Over the weekend, fighting in the northern Nigerian border town of Baga killed at least 185, according to the New York Times and Nigerian media. The magnitude of the killings leads the Times to conclude that a Rubicon of sorts has been crossed: “The assault marks a significant escalation in the long-running insurgency Nigeria faces in its predominately Muslim north, with Boko Haram extremists mounting a coordinated assault on soldiers using military-grade weaponry.”
In fact, with the exception of its magnitude, much about Baga is achingly familiar. A high percentage of the victims appear to have been women, children, and the elderly, and many deaths were caused by fire—Baga is burned to the ground, according to Nigerian media. While the insurgents fired rocket-propelled grenades, soldiers sprayed machine-gun fire into civilian neighborhoods, according to residents quoted in the Nigerian media. But, the military commander claims the deaths are the responsibility of “Boko Haram,” because the insurgents fired on the soldiers from among civilians. The military, apparently, responded by burning down the town.

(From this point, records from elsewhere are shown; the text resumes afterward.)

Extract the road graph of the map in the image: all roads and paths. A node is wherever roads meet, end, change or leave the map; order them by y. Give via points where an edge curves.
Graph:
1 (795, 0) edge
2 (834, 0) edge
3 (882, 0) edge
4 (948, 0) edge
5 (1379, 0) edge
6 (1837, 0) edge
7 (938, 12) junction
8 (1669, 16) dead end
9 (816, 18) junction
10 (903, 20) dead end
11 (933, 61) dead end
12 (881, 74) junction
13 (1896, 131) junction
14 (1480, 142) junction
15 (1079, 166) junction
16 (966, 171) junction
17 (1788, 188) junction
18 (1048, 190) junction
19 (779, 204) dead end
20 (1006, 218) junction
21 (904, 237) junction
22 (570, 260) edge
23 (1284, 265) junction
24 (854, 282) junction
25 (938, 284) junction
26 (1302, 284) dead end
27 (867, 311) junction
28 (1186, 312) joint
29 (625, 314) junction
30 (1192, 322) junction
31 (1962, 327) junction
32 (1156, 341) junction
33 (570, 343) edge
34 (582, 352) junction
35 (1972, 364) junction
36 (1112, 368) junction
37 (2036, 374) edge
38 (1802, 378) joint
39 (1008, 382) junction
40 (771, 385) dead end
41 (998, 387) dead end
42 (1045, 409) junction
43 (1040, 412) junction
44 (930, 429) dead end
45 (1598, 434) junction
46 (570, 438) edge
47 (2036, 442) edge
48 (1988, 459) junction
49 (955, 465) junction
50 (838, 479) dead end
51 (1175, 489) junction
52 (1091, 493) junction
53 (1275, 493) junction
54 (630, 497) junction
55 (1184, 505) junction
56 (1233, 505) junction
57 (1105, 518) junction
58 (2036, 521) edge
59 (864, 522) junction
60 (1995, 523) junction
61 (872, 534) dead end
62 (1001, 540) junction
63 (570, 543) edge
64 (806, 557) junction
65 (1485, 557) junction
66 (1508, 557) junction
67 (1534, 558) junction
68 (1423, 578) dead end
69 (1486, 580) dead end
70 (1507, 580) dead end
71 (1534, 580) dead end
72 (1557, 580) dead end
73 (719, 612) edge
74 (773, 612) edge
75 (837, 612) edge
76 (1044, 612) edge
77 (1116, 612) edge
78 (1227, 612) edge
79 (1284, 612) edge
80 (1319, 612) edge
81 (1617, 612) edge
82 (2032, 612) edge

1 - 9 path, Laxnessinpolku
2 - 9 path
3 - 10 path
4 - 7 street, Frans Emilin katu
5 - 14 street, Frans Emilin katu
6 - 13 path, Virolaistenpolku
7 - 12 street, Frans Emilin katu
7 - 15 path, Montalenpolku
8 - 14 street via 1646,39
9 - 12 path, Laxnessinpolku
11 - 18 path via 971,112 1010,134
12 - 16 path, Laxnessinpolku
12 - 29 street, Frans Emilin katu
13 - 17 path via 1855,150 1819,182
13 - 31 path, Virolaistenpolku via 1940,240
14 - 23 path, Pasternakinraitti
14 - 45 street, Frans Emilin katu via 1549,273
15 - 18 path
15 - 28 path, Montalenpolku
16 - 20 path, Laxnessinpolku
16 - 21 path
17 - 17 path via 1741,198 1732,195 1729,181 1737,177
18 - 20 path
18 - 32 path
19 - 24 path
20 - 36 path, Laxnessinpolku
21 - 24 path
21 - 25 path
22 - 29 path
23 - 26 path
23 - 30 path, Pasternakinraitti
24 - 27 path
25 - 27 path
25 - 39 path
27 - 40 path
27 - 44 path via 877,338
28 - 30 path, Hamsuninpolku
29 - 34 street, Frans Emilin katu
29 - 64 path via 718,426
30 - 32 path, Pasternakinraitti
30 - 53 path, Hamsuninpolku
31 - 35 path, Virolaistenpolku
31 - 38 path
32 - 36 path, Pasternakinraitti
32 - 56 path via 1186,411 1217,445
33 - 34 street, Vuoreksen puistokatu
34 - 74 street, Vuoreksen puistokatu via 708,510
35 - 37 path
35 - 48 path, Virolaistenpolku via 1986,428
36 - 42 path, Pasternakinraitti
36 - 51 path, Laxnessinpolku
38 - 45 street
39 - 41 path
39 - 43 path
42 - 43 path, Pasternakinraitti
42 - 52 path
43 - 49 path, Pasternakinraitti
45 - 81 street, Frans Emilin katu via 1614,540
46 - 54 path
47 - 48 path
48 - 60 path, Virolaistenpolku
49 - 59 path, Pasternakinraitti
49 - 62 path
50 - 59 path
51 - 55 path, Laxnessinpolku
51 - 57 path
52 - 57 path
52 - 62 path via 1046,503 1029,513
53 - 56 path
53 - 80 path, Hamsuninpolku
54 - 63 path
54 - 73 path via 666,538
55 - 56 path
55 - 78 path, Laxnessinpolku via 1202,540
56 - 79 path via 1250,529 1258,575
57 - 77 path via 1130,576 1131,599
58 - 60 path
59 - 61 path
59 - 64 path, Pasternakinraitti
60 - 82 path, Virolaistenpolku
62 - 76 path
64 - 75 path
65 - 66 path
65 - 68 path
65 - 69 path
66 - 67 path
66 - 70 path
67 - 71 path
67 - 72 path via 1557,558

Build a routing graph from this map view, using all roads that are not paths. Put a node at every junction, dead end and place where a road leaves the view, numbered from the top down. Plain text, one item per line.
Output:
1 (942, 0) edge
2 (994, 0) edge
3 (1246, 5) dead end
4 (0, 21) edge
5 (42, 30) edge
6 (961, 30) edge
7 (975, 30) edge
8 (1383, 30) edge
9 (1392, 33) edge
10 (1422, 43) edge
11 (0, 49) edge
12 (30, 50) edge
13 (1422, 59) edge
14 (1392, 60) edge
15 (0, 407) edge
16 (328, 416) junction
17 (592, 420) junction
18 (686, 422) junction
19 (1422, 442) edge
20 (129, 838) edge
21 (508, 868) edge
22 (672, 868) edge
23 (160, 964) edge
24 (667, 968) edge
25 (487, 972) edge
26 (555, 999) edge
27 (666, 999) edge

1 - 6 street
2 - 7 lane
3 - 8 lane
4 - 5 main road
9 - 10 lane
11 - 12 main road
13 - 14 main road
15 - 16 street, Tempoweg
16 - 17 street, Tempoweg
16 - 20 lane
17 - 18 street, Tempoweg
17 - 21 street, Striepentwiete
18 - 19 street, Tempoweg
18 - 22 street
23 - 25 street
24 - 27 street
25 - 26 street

It remains unclear who the insurgents were. The insurrection in northern Nigeria is highly diffuse. Further, Baga is on Lake Chad, which borders Niger, and Chad, and Cameroon. Given the porosity of the borders, the insurgents could have crossed into Nigeria, and it would be relatively easy to procure relatively sophisticated weapons. Given the isolation of Baga, my working hypothesis is that the insurgents and their grievances are essentially local. But the security services’ response is likely to alienate the local people from the federal government. According to the Nigerian media, two thousand houses were destroyed as well as sixty-four motorcycles and forty automobiles. The small number of automobiles and motorcycles is an indication of Baga’s poverty. It is described as a “fishing” town. But, Lake Chad has been shrinking for decades because of desertification.